■ DIRECTIONS FOR THIS TASK:
Could you print every record below exactly as it appears?

[Saved data entries]
---*---

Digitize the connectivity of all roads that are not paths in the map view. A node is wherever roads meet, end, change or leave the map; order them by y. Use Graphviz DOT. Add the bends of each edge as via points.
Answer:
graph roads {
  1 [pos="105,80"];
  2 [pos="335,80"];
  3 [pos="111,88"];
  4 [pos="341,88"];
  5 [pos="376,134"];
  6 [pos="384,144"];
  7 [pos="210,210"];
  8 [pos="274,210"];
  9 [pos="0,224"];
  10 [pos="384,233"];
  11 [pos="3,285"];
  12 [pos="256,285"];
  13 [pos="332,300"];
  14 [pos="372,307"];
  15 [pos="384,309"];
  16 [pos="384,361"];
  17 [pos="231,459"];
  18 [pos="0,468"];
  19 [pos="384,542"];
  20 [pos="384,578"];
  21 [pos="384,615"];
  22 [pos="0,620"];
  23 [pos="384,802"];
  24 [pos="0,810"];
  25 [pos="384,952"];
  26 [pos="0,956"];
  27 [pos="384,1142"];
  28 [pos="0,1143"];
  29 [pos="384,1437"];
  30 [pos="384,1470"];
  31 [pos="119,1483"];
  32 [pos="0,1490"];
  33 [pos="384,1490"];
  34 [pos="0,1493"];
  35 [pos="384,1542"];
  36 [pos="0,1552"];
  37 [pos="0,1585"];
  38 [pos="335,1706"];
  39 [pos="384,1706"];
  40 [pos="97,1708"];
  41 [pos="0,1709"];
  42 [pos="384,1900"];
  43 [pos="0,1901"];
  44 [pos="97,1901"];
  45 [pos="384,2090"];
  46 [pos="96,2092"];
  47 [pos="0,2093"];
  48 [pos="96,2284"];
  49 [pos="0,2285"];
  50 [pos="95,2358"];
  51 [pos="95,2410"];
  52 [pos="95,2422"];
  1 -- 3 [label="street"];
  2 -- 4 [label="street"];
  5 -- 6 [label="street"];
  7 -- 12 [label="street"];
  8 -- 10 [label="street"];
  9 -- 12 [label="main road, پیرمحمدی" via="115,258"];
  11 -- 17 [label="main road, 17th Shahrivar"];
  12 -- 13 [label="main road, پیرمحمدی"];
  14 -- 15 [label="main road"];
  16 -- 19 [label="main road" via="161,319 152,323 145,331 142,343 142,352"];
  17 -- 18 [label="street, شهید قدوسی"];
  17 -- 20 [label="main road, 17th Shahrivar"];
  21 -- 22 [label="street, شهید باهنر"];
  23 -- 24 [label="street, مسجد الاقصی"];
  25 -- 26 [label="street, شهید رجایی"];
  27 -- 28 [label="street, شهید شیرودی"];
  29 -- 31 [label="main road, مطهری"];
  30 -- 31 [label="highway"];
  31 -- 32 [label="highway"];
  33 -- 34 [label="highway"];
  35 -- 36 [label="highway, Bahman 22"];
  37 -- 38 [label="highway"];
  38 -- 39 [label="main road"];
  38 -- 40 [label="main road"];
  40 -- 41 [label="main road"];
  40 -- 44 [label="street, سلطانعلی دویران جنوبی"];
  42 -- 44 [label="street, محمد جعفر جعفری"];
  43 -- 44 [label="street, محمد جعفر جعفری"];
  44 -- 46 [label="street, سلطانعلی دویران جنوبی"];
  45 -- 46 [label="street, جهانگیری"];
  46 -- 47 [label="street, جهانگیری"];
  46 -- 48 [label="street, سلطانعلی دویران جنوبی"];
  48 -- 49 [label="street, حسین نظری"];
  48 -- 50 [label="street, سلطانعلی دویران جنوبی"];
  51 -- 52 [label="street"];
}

---*---

■ TASK OUTPUT:
Digitize the connectivity of all roads that are not paths in the map view. A node is wherever roads meet, end, change or leave the map; order them by y. Use Graphviz DOT. Add the bends of each edge as via points.
Answer:
graph roads {
  1 [pos="105,80"];
  2 [pos="335,80"];
  3 [pos="111,88"];
  4 [pos="341,88"];
  5 [pos="376,134"];
  6 [pos="384,144"];
  7 [pos="210,210"];
  8 [pos="274,210"];
  9 [pos="0,224"];
  10 [pos="384,233"];
  11 [pos="3,285"];
  12 [pos="256,285"];
  13 [pos="332,300"];
  14 [pos="372,307"];
  15 [pos="384,309"];
  16 [pos="384,361"];
  17 [pos="231,459"];
  18 [pos="0,468"];
  19 [pos="384,542"];
  20 [pos="384,578"];
  21 [pos="384,615"];
  22 [pos="0,620"];
  23 [pos="384,802"];
  24 [pos="0,810"];
  25 [pos="384,952"];
  26 [pos="0,956"];
  27 [pos="384,1142"];
  28 [pos="0,1143"];
  29 [pos="384,1437"];
  30 [pos="384,1470"];
  31 [pos="119,1483"];
  32 [pos="0,1490"];
  33 [pos="384,1490"];
  34 [pos="0,1493"];
  35 [pos="384,1542"];
  36 [pos="0,1552"];
  37 [pos="0,1585"];
  38 [pos="335,1706"];
  39 [pos="384,1706"];
  40 [pos="97,1708"];
  41 [pos="0,1709"];
  42 [pos="384,1900"];
  43 [pos="0,1901"];
  44 [pos="97,1901"];
  45 [pos="384,2090"];
  46 [pos="96,2092"];
  47 [pos="0,2093"];
  48 [pos="96,2284"];
  49 [pos="0,2285"];
  50 [pos="95,2358"];
  51 [pos="95,2410"];
  52 [pos="95,2422"];
  1 -- 3 [label="street"];
  2 -- 4 [label="street"];
  5 -- 6 [label="street"];
  7 -- 12 [label="street"];
  8 -- 10 [label="street"];
  9 -- 12 [label="main road, پیرمحمدی" via="115,258"];
  11 -- 17 [label="main road, 17th Shahrivar"];
  12 -- 13 [label="main road, پیرمحمدی"];
  14 -- 15 [label="main road"];
  16 -- 19 [label="main road" via="161,319 152,323 145,331 142,343 142,352"];
  17 -- 18 [label="street, شهید قدوسی"];
  17 -- 20 [label="main road, 17th Shahrivar"];
  21 -- 22 [label="street, شهید باهنر"];
  23 -- 24 [label="street, مسجد الاقصی"];
  25 -- 26 [label="street, شهید رجایی"];
  27 -- 28 [label="street, شهید شیرودی"];
  29 -- 31 [label="main road, مطهری"];
  30 -- 31 [label="highway"];
  31 -- 32 [label="highway"];
  33 -- 34 [label="highway"];
  35 -- 36 [label="highway, Bahman 22"];
  37 -- 38 [label="highway"];
  38 -- 39 [label="main road"];
  38 -- 40 [label="main road"];
  40 -- 41 [label="main road"];
  40 -- 44 [label="street, سلطانعلی دویران جنوبی"];
  42 -- 44 [label="street, محمد جعفر جعفری"];
  43 -- 44 [label="street, محمد جعفر جعفری"];
  44 -- 46 [label="street, سلطانعلی دویران جنوبی"];
  45 -- 46 [label="street, جهانگیری"];
  46 -- 47 [label="street, جهانگیری"];
  46 -- 48 [label="street, سلطانعلی دویران جنوبی"];
  48 -- 49 [label="street, حسین نظری"];
  48 -- 50 [label="street, سلطانعلی دویران جنوبی"];
  51 -- 52 [label="street"];
}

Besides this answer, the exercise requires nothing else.